START MATERIAL SUPPLIED

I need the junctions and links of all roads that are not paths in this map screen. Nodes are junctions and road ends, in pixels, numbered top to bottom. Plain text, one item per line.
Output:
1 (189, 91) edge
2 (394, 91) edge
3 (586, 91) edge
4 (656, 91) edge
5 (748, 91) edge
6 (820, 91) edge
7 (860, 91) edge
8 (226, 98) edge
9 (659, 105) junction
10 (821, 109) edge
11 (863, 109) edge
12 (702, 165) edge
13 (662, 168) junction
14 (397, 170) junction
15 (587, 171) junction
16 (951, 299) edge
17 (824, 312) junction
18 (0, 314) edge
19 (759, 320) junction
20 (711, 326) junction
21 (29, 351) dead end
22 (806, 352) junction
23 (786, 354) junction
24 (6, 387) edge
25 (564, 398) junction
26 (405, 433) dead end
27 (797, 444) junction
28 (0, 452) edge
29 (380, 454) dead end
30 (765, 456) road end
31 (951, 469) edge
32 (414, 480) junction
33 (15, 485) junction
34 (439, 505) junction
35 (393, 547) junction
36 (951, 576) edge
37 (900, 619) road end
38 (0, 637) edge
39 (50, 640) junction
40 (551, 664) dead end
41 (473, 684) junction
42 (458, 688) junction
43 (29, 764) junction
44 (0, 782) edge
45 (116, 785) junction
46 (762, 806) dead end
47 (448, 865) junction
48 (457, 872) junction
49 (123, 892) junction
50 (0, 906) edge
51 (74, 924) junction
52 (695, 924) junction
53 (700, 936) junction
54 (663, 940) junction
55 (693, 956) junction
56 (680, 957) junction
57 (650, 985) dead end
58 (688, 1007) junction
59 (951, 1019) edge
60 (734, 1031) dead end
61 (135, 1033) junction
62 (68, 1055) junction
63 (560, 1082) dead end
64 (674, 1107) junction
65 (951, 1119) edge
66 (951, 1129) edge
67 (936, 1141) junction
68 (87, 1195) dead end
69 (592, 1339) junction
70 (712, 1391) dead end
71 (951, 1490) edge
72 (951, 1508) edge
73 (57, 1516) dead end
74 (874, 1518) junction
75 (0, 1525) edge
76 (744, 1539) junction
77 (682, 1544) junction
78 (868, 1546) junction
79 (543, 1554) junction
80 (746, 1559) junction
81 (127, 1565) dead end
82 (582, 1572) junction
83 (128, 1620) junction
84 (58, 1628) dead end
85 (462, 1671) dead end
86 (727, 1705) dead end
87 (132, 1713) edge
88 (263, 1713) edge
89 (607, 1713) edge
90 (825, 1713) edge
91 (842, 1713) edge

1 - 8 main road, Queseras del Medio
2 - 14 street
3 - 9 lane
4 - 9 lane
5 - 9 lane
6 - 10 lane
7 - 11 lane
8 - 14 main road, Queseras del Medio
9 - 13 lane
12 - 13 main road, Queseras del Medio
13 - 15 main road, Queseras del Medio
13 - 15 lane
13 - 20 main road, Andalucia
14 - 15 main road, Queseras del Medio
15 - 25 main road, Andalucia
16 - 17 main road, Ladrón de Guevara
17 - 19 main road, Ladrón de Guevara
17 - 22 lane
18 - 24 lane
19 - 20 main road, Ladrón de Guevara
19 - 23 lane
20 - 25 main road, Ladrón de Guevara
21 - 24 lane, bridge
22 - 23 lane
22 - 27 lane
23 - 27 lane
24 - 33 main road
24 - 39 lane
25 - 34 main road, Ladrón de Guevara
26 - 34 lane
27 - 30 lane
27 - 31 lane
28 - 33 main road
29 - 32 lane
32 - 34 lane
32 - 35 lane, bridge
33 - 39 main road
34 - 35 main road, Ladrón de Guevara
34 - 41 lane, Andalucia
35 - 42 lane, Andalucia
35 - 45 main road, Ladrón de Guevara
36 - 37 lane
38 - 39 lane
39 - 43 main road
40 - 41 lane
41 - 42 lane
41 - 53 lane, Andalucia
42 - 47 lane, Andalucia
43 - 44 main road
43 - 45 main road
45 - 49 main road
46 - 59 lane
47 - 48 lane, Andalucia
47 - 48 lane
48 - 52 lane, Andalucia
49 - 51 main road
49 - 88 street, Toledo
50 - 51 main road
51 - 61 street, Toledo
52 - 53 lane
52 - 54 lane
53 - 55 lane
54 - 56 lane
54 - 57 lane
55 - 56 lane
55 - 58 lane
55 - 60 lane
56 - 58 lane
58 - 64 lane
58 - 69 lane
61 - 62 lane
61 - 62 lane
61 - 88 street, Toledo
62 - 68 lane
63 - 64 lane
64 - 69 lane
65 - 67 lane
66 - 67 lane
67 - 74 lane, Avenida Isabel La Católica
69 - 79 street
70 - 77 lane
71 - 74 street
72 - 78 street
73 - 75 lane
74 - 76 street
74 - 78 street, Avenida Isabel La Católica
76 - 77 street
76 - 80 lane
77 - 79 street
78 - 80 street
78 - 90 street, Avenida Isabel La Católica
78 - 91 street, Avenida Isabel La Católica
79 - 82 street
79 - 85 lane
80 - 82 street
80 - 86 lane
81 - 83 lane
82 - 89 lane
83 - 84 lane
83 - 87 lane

END MATERIAL SUPPLIED

■ **WHAT YOU SHOULD DO**: Gather from the entries above all lines that include the string "Isabel".

■ **OUTPUT FOR THIS TASK**:
67 - 74 lane, Avenida Isabel La Católica
74 - 78 street, Avenida Isabel La Católica
78 - 90 street, Avenida Isabel La Católica
78 - 91 street, Avenida Isabel La Católica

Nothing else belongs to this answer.